> [WORK REQUIRED]:
An exact copy of the records below is required, and it must contain no pictures.

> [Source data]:
+--

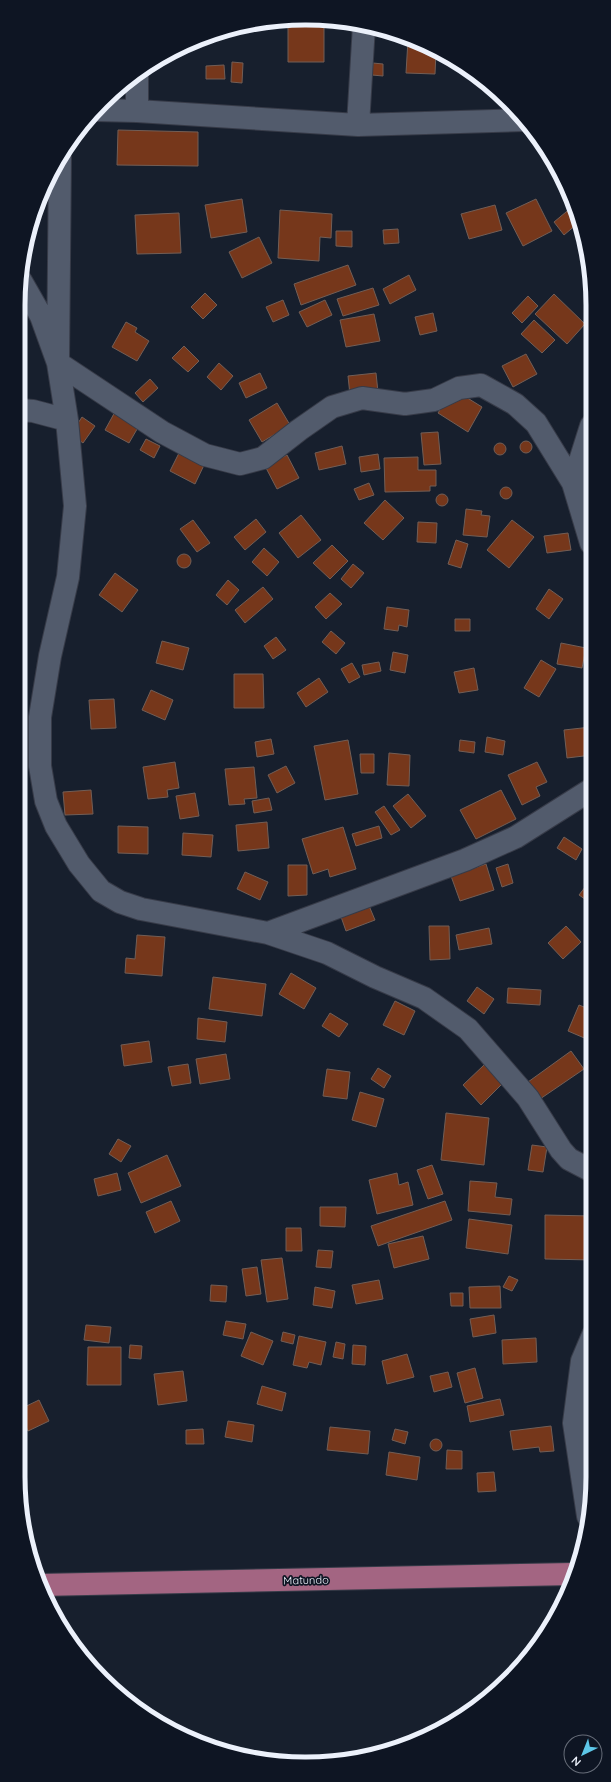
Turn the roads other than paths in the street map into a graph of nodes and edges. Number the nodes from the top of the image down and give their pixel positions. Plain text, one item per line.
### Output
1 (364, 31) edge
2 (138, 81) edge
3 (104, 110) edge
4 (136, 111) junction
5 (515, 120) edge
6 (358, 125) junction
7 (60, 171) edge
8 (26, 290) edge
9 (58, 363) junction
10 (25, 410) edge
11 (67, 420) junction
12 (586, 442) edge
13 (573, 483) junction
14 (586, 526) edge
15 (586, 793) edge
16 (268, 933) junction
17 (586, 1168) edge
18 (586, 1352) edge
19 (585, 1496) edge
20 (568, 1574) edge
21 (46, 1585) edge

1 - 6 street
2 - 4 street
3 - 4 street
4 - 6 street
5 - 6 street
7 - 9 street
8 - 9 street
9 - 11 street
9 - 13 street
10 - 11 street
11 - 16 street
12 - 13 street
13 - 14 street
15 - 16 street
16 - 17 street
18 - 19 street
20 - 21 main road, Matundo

+--

> [TASK RESPONSE]:
Turn the roads other than paths in the street map into a graph of nodes and edges. Number the nodes from the top of the image down and give their pixel positions. Plain text, one item per line.
### Output
1 (364, 31) edge
2 (138, 81) edge
3 (104, 110) edge
4 (136, 111) junction
5 (515, 120) edge
6 (358, 125) junction
7 (60, 171) edge
8 (26, 290) edge
9 (58, 363) junction
10 (25, 410) edge
11 (67, 420) junction
12 (586, 442) edge
13 (573, 483) junction
14 (586, 526) edge
15 (586, 793) edge
16 (268, 933) junction
17 (586, 1168) edge
18 (586, 1352) edge
19 (585, 1496) edge
20 (568, 1574) edge
21 (46, 1585) edge

1 - 6 street
2 - 4 street
3 - 4 street
4 - 6 street
5 - 6 street
7 - 9 street
8 - 9 street
9 - 11 street
9 - 13 street
10 - 11 street
11 - 16 street
12 - 13 street
13 - 14 street
15 - 16 street
16 - 17 street
18 - 19 street
20 - 21 main road, Matundo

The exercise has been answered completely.